▸ EXERCISE
Each line in the records that mentions the word "Красноармейская" needs to be listed.

▸ RECORDED INFORMATION
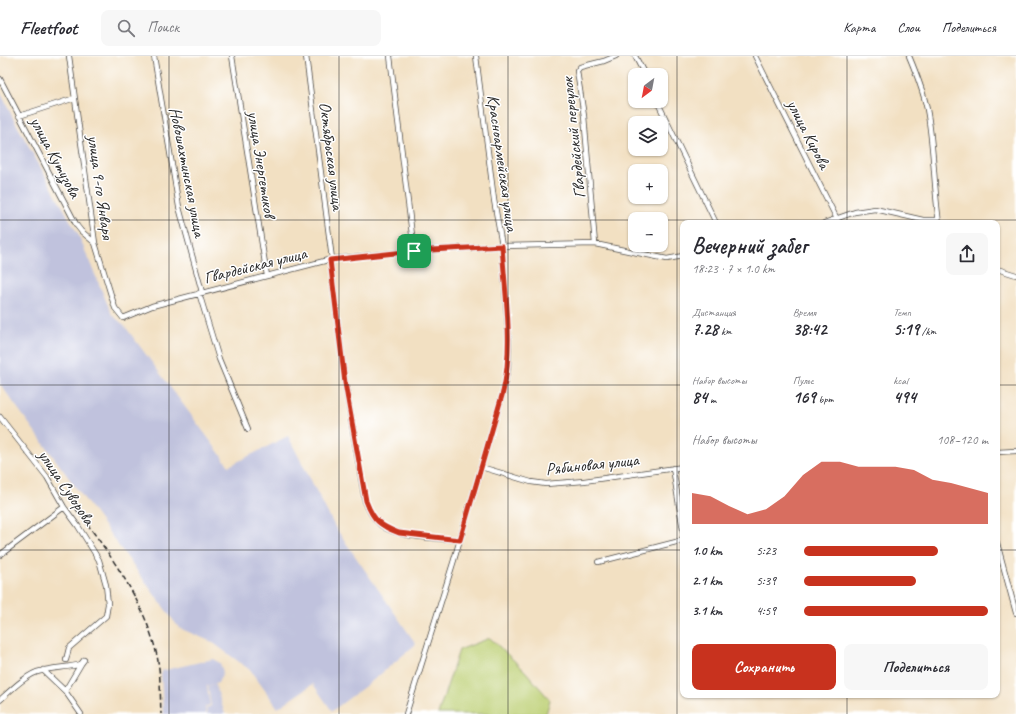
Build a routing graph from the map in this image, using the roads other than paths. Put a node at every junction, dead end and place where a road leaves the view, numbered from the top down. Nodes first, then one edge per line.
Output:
1 (69, 56) edge
2 (154, 56) edge
3 (232, 56) edge
4 (306, 56) edge
5 (390, 56) edge
6 (476, 56) edge
7 (616, 56) edge
8 (635, 56) edge
9 (755, 56) edge
10 (909, 56) edge
11 (641, 68) edge
12 (0, 79) edge
13 (75, 98) junction
14 (660, 108) edge
15 (19, 116) junction
16 (837, 218) junction
17 (715, 220) edge
18 (832, 220) edge
19 (922, 220) edge
20 (939, 220) edge
21 (95, 243) junction
22 (595, 244) junction
23 (502, 246) junction
24 (414, 251) junction
25 (680, 257) edge
26 (331, 259) junction
27 (1000, 270) edge
28 (1016, 275) edge
29 (267, 276) junction
30 (200, 293) junction
31 (123, 318) joint
32 (0, 417) edge
33 (248, 430) dead end
34 (1016, 451) edge
35 (1000, 452) edge
36 (482, 467) junction
37 (680, 467) edge
38 (673, 468) junction
39 (64, 507) junction
40 (680, 511) edge
41 (460, 540) junction
42 (680, 541) edge
43 (1000, 554) edge
44 (0, 555) edge
45 (598, 562) dead end
46 (1016, 613) edge
47 (66, 660) dead end
48 (43, 670) junction
49 (65, 691) junction
50 (0, 700) edge
51 (81, 714) edge
52 (406, 714) edge

1 - 13 street, улица 9-го Января
2 - 30 street, Новошахтинская улица
3 - 29 street, улица Энергетиков
4 - 26 street, Октябрьская улица
5 - 24 street
6 - 23 street, Красноармейская улица
7 - 22 street, Гвардейский переулок
8 - 11 street
9 - 16 street, улица Кирова
10 - 20 street
12 - 15 street, улица Кутузова
13 - 15 street
13 - 21 street, улица 9-го Января
14 - 17 street
15 - 21 street, улица Кутузова
16 - 18 street
16 - 19 street
21 - 31 street, улица 9-го Января
22 - 23 street, Гвардейская улица
22 - 25 street, Гвардейская улица
23 - 24 street, Гвардейская улица
23 - 36 street, Красноармейская улица
24 - 26 street, Гвардейская улица
26 - 29 street, Гвардейская улица
26 - 41 street, Октябрьская улица
27 - 28 street
29 - 30 street, Гвардейская улица
30 - 31 street, Гвардейская улица
30 - 33 street, Новошахтинская улица
32 - 39 street, улица Суворова
34 - 35 street
36 - 38 street, Рябиновая улица
36 - 41 street, Красноармейская улица
37 - 38 street, Рябиновая улица
38 - 40 street
39 - 44 street
39 - 47 street, улица Суворова
41 - 52 street, Красноармейская улица
42 - 45 street
43 - 46 street
48 - 49 street
48 - 49 street
48 - 50 street
49 - 51 street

▸ WRITTEN REPLY
6 - 23 street, Красноармейская улица
23 - 36 street, Красноармейская улица
36 - 41 street, Красноармейская улица
41 - 52 street, Красноармейская улица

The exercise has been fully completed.